Entre d’un coté la colère de celles et ceux qui ont le sentiment d’avoir été pris au piège en achetant une voiture diesel à crédit ces 3 dernières années ou qui n’ont pas eu beaucoup d’autre choix étant donné l’offre d’occasion à petit prix et de l’autre, l’exaspération de ceux qui depuis plusieurs années mettent un point d’honneur à organiser leur vie afin de limiter leur dépendance au pétrole, la France se retrouve divisée à un moment où elle aurait besoin d’être réunie et plus que jamais solidaire pour aborder sereinement la fin annoncée du tout pétrole dans le transport.
Dans un cas comme dans l’autre, la frustration est grande car au bout du compte, on a une nouvelle fois le sentiment que les décisions politiques sont dictées par l’urgence du court terme au détriment du long terme. Résultat : jamais le décalage entre l’offre de véhicules d’occasion à petits prix et la réalité des besoins n’a jamais été aussi décalée. Et vu la part croissante que représentent les SUV à pétrole dans le total des ventes de voitures neuves, la situation n’est malheureusement pas prête de s’arranger dans les années à venir.
On ne le répétera jamais assez : plus que jamais, les acheteurs de voitures neuves – LLD inclus – ont une responsabilité particulière dans le sens où ils participent indirectement à structurer l’offre future du parc de véhicule d’occasion. Considérant que l’acheteur de véhicule d’occasion n’a pas d’autre choix possible que de trouver son bonheur parmi l’offre de véhicules déjà immatriculés, c’est bien aux acheteurs de véhicules neufs et à eux seuls que revient la lourde responsabilité d’améliorer l’efficacité énergétique du parc roulant au fur et à mesure que l’offre constructeur s’enrichit en véhicules sobres.
Problème : depuis plusieurs années déjà, les acheteurs de voitures neuves – que ce soit des particuliers ou des entreprises – font rarement du critère environnemental une priorité.
Résultat : dans 5 ans, le marché de l’occasion sera toujours relativement pauvre en véhicules électriques d’occasion. Le constat sera un peu moins rude s’agissant de l’hybride compte tenu des volumes écoulés ces dernières années, tout en restant très inférieur à l’offre disponible en véhicule thermique à petit prix.
Plutôt que de continuer à donner la parole à des gens mal informés qui défendent la théorie du complot et continuent à croire, à tort, que la technologie seule pourrait répondre à leur problème, qu’attendent les médias pour donner la parole à celles et ceux qui, quelque soit leur niveau social, n’ont pas attendu que les prix à la pompe augmentent pour réduire d’eux même leur dépendance au précieux fluide ?

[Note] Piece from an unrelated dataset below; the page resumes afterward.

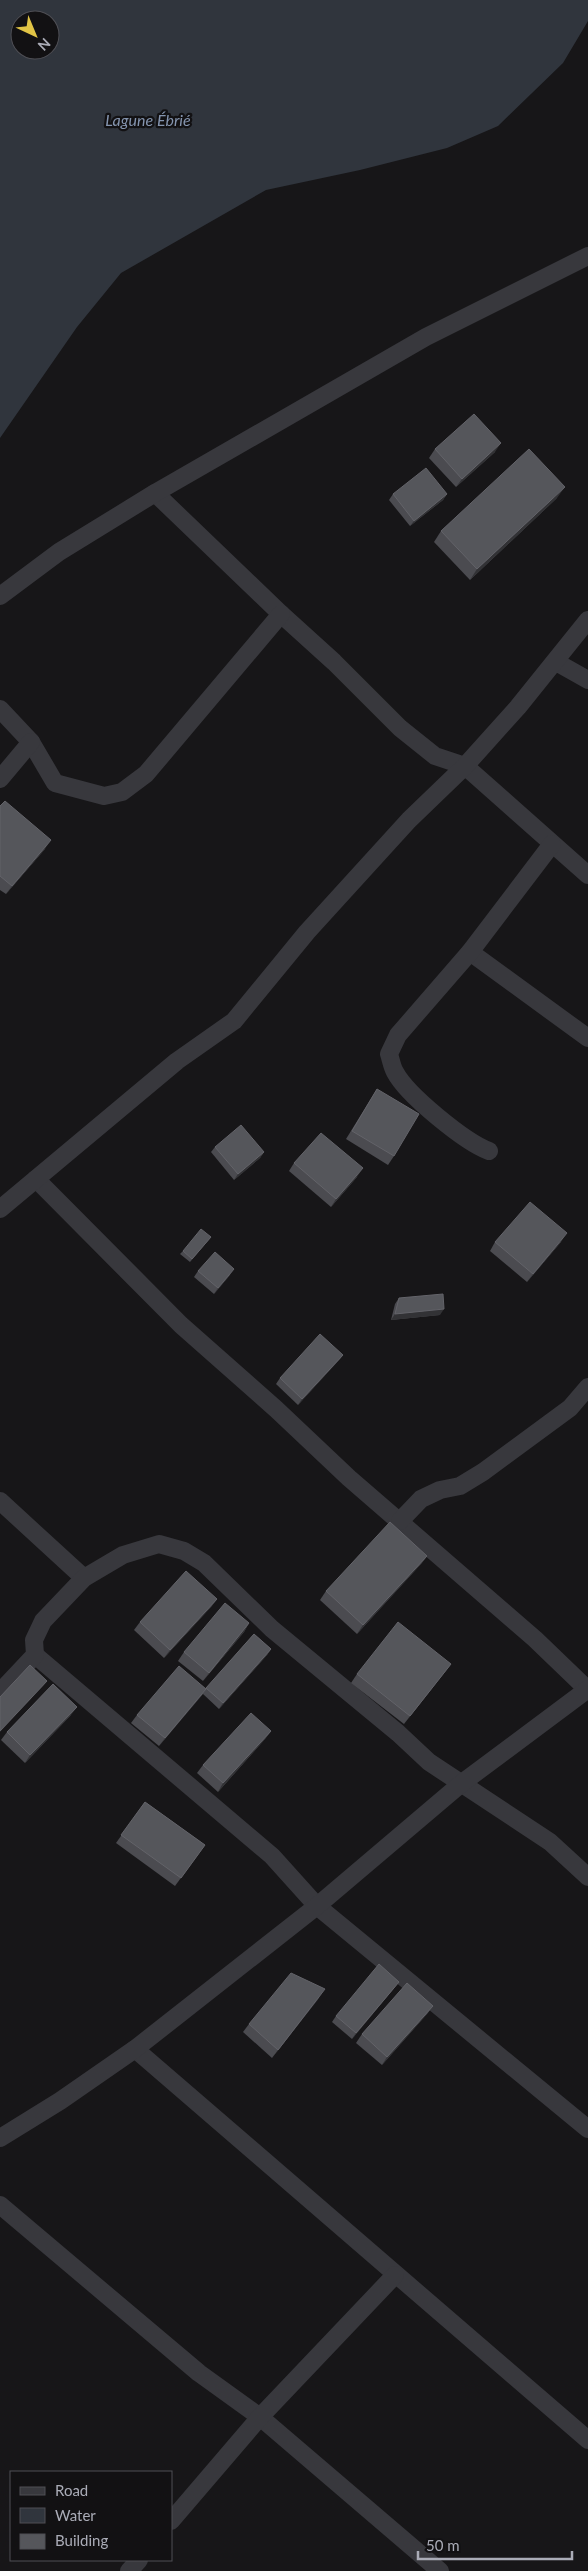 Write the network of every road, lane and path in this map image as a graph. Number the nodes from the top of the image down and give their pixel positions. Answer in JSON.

Vélo, vélocargo, train, covoiturage, scooter électrique, Twizy, voiture électrique, citadine à essence alimentée partiellement à l’E85, transport collectif + torttinette électrique, voiture + vélo pliant : à l’heure où les alternatives au tout voiture partout tout le temps n’ont jamais été aussi nombreuses et financièrement accessibles, que font les médias pour aider celles et ceux qui en réalité ont d’autre choix possible que la solution du tout voiture dans laquelle ils sont installés depuis des années, bien aidés par le matraquage publicitaire incessant en faveur du dernier SUV à pétrole du moment qui transpire le monde d’hier ?
Que font les décideurs, tant à l’échelle nationale qu’au niveau local, pour inciter réellement la population à préférer la sobriété et l’efficacité énergétique plutôt que la gabegie organisée et les vieilles habitudes du passé ?
Face à l’ampleur du défi, les solutions pour sortir de l’impasse nécessitent plus que jamais une mobilisation de l’ensemble des acteurs. La responsabilité des individus se limitant à préférer les solutions qui répondent le mieux à leurs besoins tout en prenant soin de vérifier qu’elles apportent d’une manière ou d’une autre un début de réponse aux enjeux à venir.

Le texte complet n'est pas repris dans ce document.